MEDIAPESAN – Seorang ibu rumah tangga di Makassar menyuarakan tuntutan keadilan setelah menyaksikan langsung dugaan kekerasan seksual terhadap anak tirinya yang masih berusia enam tahun.
Insiden ini diduga dilakukan oleh kerabat dekat korban, namun penanganan kasus oleh aparat kepolisian dinilai lamban.
Peristiwa tersebut terjadi pada Minggu lalu, 15 September 2024, sekitar pukul 17.00 WITA, di sebuah rumah di Jalan Banta-Bantaeng, Kecamatan Rappocini, Kota Makassar.
Ibu korban, berinisial H (33), menyatakan dirinya menyaksikan langsung aksi tidak senonoh yang dilakukan oleh pelaku berinisial AL (35), yang merupakan paman korban.
Saya naik ke lantai dua dan lihat langsung pelaku memasukkan tangannya ke kemaluan anak saya yang sedang bermain HP, ujar H dengan suara bergetar dalam konferensi pers di Kantor UPTD PPA Kota Makassar, Rabu (7/5/2025).
Pasca kejadian, korban yang disebut dengan nama samaran “Bunga”, mengalami demam tinggi, keluhan nyeri di bagian kemaluan, dan trauma berat.
Pemeriksaan medis di RS Faisal dan Klinik Azka Nadhifah mengungkapkan adanya infeksi dan tanda-tanda kekerasan seksual.
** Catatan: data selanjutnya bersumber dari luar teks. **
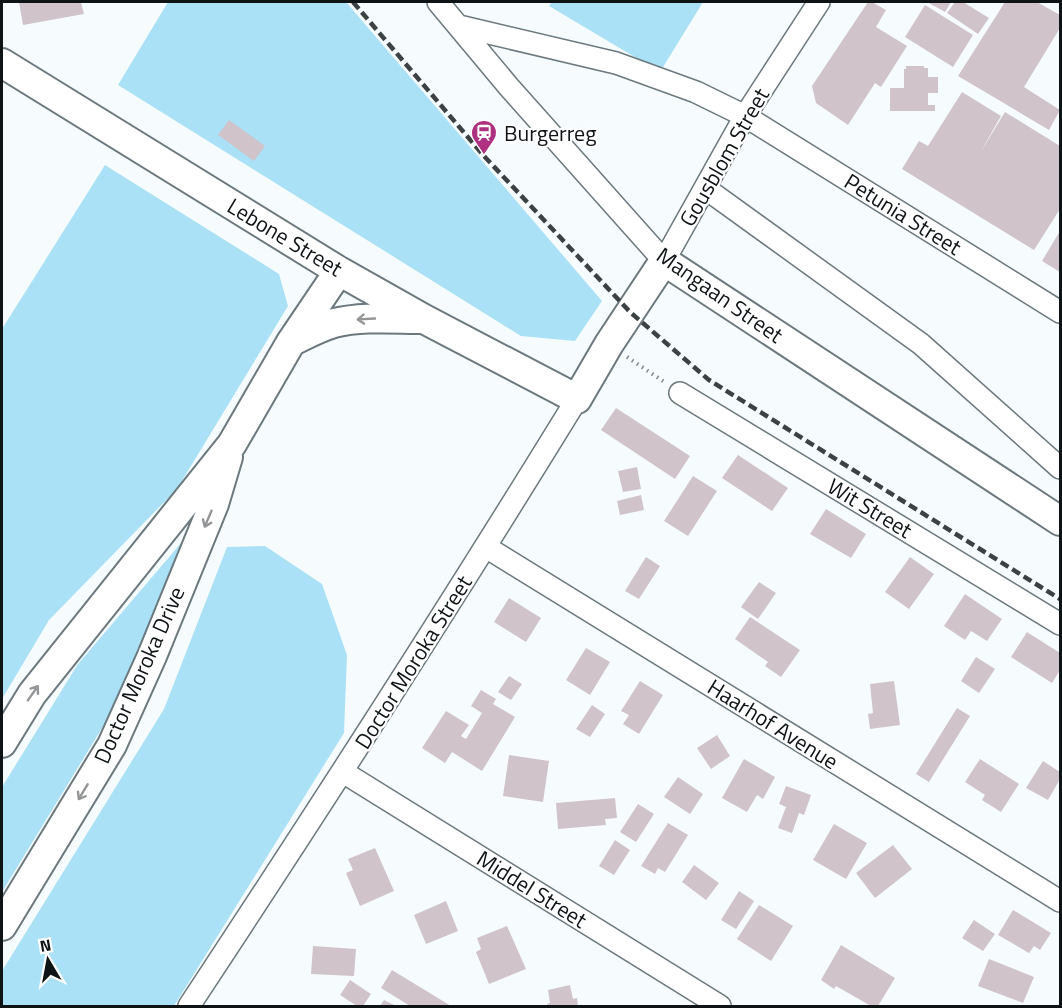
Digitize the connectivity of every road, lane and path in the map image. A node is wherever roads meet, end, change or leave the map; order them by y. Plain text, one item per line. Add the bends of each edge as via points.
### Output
1 (438, 2) edge
2 (819, 2) edge
3 (459, 26) junction
4 (2, 63) edge
5 (745, 116) junction
6 (705, 188) junction
7 (664, 261) junction
8 (339, 271) junction
9 (630, 312) joint
10 (1060, 312) edge
11 (424, 319) junction
12 (291, 342) junction
13 (609, 344) junction
14 (680, 393) joint
15 (577, 399) junction
16 (232, 444) junction
17 (1060, 468) edge
18 (1060, 520) edge
19 (486, 547) junction
20 (1060, 624) edge
21 (2, 743) edge
22 (343, 772) junction
23 (1060, 901) edge
24 (2, 926) edge
25 (189, 1006) edge
26 (720, 1006) edge

1 - 3 street, Mangaan Street
2 - 5 street, Gousblom Street
3 - 5 street, Petunia Street via 616,63 696,92
3 - 7 street, Mangaan Street
4 - 8 street, Lebone Street
5 - 6 street, Gousblom Street
5 - 10 street, Petunia Street
6 - 7 street, Gousblom Street
6 - 17 street via 921,344
7 - 9 street, Gousblom Street
7 - 18 street, Mangaan Street
8 - 11 street, Lebone Street
8 - 12 street, Doctor Moroka Drive
9 - 13 street, Doctor Moroka Street
11 -> 12 street via 350,321 317,329
11 - 15 street, Lebone Street
12 - 16 street, Doctor Moroka Drive
13 - 14 path
13 - 15 street, Doctor Moroka Street
14 - 20 street, Wit Street
15 - 19 street, Doctor Moroka Street
21 -> 16 street, Doctor Moroka Drive via 32,694
16 -> 24 street, Doctor Moroka Drive via 214,504 112,745
19 - 22 street, Doctor Moroka Street
19 - 23 street, Haarhof Avenue
22 - 25 street, Doctor Moroka Street
22 - 26 street, Middel Street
Dokter menyatakan anak saya mengalami vulvovaginitis, keputihan, dan trauma psikologis, tambah H.
Penanganan Kasus Dinilai Lamban
Laporan polisi telah dilayangkan ke Polrestabes Makassar sejak 20 Februari 2025 dengan nomor STBL/296/II/2025/POLDA SULSEL/RESTABES MKSR, serta tercatat di UPTD DPPA Kota Makassar (Nomor: 2502112097) pada 19 Februari 2025.
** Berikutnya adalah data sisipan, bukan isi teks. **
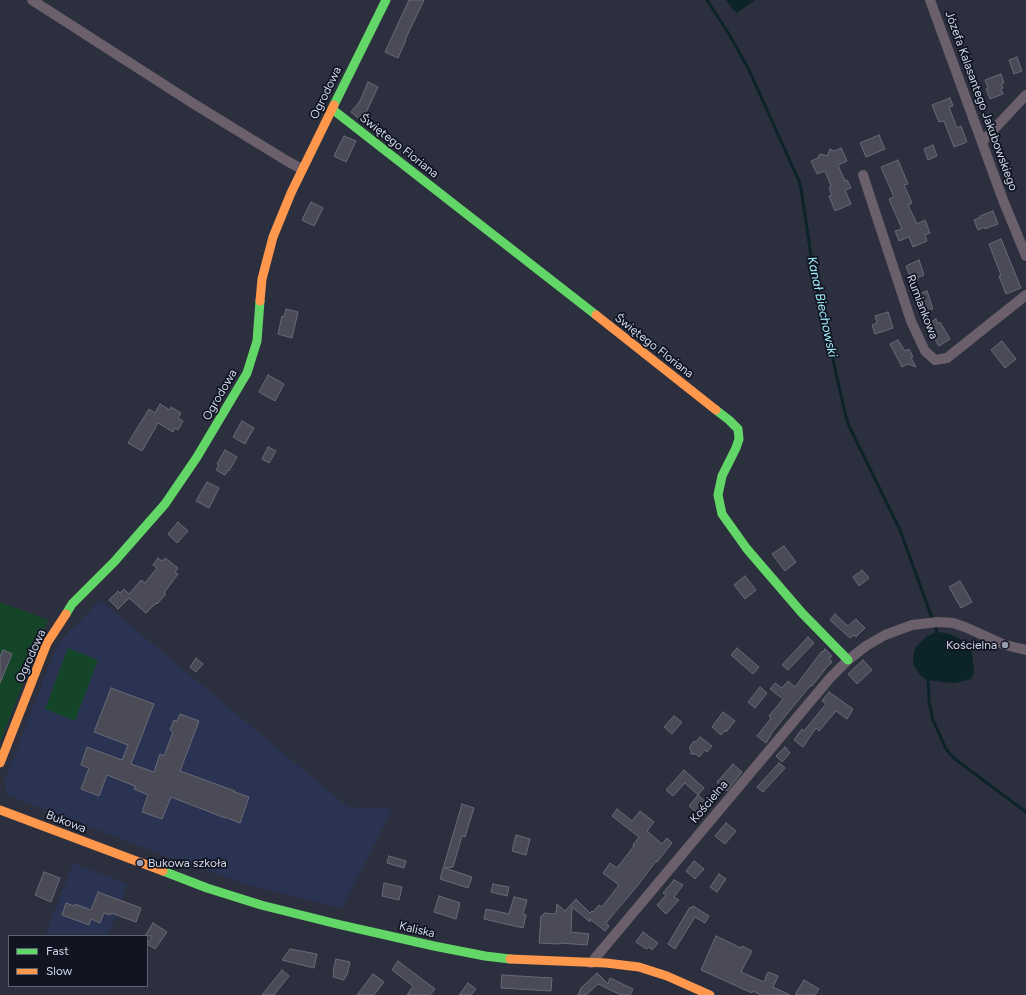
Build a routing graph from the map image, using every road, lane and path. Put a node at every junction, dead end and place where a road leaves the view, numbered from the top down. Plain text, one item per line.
1 (32, 0) edge
2 (386, 0) edge
3 (930, 0) edge
4 (1026, 95) edge
5 (332, 109) junction
6 (982, 142) junction
7 (302, 169) junction
8 (863, 175) dead end
9 (1026, 256) edge
10 (1026, 295) edge
11 (1026, 650) edge
12 (848, 660) junction
13 (0, 763) edge
14 (0, 810) edge
15 (122, 857) joint
16 (591, 963) junction
17 (710, 995) edge

1 - 7 street
2 - 5 street, Ogrodowa
3 - 6 street, Józefa Kalasantego Jakubowskiego
4 - 6 street
5 - 7 street, Ogrodowa
5 - 12 street, Świętego Floriana
6 - 9 street, Józefa Kalasantego Jakubowskiego
7 - 13 street, Ogrodowa
8 - 10 street, Rumiankowa
11 - 12 street, Kościelna
12 - 16 street, Kościelna
14 - 15 street, Bukowa
15 - 16 street, Kaliska
16 - 17 street, Kaliska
Namun, hingga kini belum ada tindakan tegas dari pihak kepolisian.
Saya sudah melapor, tapi polisi masih minta saya cari saksi lain. Padahal saya sendiri saksi langsung. Anak saya trauma berat dan belum bisa bicara dengan lancar, ucap H.
Ketua Tim Reaksi Cepat Perlindungan Perempuan dan Anak (TRC PPA) Makassar, Makmur, menyayangkan lambatnya respons dari kepolisian.
Seharusnya penyidik segera ajukan permohonan pendampingan psikologis agar anak tidak larut dalam trauma. Ini menyangkut masa depan korban, tegasnya.
Kepolisian Masih Tahap Lidik
Pihak penyidik Polrestabes Makassar menjelaskan melalui pesan tertulis bahwa kasus ini masih dalam tahap penyelidikan.
Saksi yang disebutkan pelapor belum hadir untuk memberikan keterangan. Kami sudah mengundang, tetapi belum ada respons. Perkara masih dalam proses lidik, tulis penyidik dalam keterangannya.
Payung Hukum Sudah Jelas
Sejumlah regulasi di Indonesia sudah memberikan kerangka hukum yang tegas untuk melindungi korban kekerasan seksual, termasuk anak-anak.
Antara lain:
- UU No. 12 Tahun 2022 tentang Tindak Pidana Kekerasan Seksual (TPKS): mengakui keterangan korban sebagai alat bukti sah (Pasal 27), memperluas bukti termasuk visum, rekam medis, dan hasil psikologis (Pasal 25), serta mewajibkan perlindungan dari aparat hukum (Pasal 30).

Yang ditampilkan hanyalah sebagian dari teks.